Cluster information:

Kubernetes version: v1.21.1
Cloud being used: bare-meta
Installation method: kubeadm
Host OS: Ubuntu 20.04
CNI and version: calico
CRI and version: containerd

If I add controlPlaneEndpoint: "DNS_NAME:6443" to the ClusterConfiguration.yaml when trying to initialize the cluster it fails. I believe it’s because of the cert.

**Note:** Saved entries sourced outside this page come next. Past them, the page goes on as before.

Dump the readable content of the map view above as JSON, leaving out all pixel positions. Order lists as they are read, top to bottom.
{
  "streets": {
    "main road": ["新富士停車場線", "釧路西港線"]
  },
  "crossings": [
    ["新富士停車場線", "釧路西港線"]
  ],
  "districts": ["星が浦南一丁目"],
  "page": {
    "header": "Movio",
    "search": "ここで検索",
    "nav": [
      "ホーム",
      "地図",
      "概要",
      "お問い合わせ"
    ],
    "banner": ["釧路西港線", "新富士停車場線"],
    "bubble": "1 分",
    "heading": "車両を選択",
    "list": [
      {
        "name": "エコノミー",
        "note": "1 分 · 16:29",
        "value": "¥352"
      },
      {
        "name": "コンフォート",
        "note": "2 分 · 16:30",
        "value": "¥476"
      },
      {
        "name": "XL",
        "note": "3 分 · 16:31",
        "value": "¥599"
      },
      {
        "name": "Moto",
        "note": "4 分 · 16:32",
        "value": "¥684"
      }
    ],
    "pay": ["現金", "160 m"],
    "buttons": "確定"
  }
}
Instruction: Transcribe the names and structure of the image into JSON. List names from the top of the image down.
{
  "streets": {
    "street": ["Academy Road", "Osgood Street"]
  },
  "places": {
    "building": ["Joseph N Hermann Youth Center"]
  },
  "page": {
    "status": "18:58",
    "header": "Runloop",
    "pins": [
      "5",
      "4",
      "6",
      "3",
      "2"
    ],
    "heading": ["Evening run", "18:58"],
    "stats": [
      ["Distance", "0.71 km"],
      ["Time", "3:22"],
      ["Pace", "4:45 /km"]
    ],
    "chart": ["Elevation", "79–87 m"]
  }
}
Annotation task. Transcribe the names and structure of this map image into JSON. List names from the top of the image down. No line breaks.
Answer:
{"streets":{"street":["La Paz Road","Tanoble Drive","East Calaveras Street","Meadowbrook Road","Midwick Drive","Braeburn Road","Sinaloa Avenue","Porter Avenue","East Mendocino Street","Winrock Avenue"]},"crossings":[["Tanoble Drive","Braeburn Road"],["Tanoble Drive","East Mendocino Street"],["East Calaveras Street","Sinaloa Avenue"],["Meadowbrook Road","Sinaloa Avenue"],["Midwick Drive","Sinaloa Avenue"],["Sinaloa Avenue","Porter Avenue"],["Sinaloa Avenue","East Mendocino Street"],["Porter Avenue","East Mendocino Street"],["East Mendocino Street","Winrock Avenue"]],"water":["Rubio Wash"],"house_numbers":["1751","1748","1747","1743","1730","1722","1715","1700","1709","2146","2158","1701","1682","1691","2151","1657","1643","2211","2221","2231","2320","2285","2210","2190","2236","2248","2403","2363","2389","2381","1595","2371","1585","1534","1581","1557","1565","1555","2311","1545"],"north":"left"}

If I remove controlPlaneEndpoint: "DNS_NAME:6443" the cluster initializes just fine.

Unfortunately, an error has occurred:
	timed out waiting for the condition

This error is likely caused by:
	- The kubelet is not running
	- The kubelet is unhealthy due to a misconfiguration of the node in some way (required cgroups disabled)

If you are on a systemd-powered system, you can try to troubleshoot the error with the following commands:
	- 'systemctl status kubelet'
	- 'journalctl -xeu kubelet'

Additionally, a control plane component may have crashed or exited when started by the container runtime.
To troubleshoot, list all containers using your preferred container runtimes CLI.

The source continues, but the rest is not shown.